Theater and opera director Tim Ocel has directed productions for organizations ranging from Opera Theatre of Saint Louis to Shakespeare Santa Cruz to  Geva Theatre in Rochester, New York to the Georgia Shakespeare Festival. He has been artistic director of the Sacramento Theatre Company, artistic associate of Geva Theatre, and an associate professor of opera at the University of Kansas.

Life and career
Raised in Minneapolis, Minnesota, Ocel received his bachelor of theater arts degree from the University of Minnesota Duluth in 1981. In Baltimore, Maryland he worked as a stage manager with the Baltimore Opera Company and the Peabody Conservatory of Music.
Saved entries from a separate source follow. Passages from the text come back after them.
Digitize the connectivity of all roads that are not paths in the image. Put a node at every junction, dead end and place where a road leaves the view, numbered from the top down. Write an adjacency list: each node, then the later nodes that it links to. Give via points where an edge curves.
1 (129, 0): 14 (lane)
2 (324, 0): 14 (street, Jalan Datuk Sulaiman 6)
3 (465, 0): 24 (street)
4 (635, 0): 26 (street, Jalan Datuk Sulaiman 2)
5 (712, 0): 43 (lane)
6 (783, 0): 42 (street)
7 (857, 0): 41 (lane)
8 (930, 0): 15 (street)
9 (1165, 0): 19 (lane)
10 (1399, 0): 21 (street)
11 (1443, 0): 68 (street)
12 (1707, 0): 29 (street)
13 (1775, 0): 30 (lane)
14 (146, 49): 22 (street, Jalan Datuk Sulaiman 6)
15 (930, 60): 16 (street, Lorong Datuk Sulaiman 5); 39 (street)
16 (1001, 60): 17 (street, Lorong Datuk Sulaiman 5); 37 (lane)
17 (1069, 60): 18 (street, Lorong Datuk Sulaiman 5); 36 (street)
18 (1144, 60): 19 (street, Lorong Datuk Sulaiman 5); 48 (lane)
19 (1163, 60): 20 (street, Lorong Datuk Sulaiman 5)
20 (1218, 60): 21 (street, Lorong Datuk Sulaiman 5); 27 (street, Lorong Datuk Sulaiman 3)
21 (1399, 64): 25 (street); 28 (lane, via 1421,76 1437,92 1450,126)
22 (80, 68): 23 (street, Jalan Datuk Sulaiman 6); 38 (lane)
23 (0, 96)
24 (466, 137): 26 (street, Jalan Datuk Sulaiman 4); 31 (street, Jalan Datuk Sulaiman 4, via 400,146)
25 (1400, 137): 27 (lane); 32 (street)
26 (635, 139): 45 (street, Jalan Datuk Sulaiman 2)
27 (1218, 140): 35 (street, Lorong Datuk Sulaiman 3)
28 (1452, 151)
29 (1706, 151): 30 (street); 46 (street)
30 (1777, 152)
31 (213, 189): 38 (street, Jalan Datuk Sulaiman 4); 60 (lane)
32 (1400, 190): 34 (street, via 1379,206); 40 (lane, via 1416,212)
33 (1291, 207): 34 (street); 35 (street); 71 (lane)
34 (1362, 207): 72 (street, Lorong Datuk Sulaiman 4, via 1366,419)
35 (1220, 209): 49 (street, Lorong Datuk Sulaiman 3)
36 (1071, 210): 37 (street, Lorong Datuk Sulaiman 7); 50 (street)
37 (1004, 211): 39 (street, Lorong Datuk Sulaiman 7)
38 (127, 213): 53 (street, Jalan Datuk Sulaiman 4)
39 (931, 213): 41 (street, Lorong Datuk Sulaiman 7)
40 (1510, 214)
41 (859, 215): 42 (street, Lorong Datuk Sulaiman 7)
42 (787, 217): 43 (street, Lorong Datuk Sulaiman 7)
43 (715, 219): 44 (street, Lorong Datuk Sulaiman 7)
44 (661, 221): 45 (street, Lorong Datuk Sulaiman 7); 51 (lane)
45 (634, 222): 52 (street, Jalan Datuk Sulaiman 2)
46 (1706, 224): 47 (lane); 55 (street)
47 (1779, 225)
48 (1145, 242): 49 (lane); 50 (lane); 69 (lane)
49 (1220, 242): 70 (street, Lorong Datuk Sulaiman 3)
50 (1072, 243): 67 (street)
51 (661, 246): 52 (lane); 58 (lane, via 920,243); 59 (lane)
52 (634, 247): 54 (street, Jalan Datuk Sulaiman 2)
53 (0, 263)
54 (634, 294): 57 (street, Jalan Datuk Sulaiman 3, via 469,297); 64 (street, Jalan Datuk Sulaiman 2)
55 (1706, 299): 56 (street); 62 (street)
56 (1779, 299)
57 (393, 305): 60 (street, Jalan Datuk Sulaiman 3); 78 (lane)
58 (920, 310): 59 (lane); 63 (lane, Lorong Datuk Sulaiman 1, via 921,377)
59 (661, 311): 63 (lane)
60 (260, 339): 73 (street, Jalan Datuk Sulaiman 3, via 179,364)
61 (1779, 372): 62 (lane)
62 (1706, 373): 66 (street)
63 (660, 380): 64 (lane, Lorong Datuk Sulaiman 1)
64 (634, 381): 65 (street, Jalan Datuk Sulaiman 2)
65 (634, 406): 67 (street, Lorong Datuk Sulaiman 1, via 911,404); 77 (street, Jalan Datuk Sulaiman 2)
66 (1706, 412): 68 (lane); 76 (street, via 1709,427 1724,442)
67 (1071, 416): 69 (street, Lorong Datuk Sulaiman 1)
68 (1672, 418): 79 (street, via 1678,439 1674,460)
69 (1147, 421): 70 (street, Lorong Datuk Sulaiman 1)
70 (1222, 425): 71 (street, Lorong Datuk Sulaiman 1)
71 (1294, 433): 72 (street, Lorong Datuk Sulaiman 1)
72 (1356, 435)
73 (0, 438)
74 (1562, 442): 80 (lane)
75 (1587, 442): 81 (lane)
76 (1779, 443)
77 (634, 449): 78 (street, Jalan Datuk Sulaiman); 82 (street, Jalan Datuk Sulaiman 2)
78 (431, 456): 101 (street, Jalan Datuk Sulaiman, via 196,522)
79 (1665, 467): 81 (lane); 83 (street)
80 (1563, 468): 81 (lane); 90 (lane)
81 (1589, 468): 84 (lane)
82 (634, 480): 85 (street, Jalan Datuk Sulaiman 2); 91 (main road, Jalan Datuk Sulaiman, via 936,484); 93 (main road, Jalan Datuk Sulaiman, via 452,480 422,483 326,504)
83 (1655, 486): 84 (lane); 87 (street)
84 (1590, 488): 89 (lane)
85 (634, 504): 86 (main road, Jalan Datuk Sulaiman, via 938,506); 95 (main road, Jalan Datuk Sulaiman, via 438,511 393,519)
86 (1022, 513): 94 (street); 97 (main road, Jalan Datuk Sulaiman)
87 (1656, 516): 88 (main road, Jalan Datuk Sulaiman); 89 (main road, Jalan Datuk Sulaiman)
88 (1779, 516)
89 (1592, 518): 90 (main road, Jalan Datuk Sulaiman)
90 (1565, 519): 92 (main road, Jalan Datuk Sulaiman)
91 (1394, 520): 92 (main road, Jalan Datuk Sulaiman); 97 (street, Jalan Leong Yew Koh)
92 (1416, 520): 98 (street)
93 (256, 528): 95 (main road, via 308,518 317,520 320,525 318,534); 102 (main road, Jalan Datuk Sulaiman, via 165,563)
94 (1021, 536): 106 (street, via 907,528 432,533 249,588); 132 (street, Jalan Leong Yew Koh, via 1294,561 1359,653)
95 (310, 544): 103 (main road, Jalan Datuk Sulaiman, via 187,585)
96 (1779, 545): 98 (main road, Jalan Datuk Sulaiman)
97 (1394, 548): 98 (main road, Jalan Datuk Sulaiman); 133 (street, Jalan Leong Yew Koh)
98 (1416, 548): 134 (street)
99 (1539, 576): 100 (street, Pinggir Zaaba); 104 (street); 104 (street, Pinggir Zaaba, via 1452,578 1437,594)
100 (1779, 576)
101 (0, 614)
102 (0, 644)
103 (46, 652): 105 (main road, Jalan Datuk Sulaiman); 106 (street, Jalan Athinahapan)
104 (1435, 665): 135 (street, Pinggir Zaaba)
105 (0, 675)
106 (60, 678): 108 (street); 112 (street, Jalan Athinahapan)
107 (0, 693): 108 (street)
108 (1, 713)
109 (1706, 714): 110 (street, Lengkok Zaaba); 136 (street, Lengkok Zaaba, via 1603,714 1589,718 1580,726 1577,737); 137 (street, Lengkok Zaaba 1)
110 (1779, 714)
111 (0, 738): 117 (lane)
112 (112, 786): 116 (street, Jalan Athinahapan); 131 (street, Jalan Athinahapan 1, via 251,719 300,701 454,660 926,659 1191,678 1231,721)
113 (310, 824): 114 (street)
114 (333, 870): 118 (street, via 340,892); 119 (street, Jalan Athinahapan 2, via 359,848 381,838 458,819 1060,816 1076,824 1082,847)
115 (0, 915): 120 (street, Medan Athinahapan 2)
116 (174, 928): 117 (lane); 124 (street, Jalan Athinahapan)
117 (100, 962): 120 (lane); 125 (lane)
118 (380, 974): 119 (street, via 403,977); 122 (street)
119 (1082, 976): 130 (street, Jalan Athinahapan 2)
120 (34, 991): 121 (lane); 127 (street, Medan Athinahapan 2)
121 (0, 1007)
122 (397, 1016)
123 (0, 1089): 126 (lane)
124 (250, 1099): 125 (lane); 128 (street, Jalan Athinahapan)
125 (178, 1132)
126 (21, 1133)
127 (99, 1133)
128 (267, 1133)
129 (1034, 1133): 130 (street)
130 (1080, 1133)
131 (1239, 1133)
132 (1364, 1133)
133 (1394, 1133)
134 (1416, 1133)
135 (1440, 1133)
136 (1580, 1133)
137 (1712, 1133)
Also stage managing at Central City Opera, Michigan Opera Theatre, Opera Theatre of Saint Louis, Tulsa Opera, Opera/Omaha, and the Idaho Shakespeare Festival, he was involved with more than 75 productions before accepting a position as Associate Artistic Director of the Sacramento Theatre Company in 1991. Ocel became Artistic Director of STC's 1995-1996 season before moving to St. Louis, Missouri to freelance and reside with his partner, artist and graphic designer Peter Shank.  From 2004 - 2008 he was an Associate Professor of Opera at the University of Kansas in Lawrence KS.  Recently, Mr. Ocel was adjunct faculty at the Conservatory of Theatre Arts at Webster University in St. Louis from 2010 - 2019.  He continues to freelance as a theater director and considers American Players Theatre his artistic home.

External links
 Official Website

Living people
American opera directors
University of Minnesota Duluth alumni
Artists from Minneapolis
American theatre directors
Year of birth missing (living people)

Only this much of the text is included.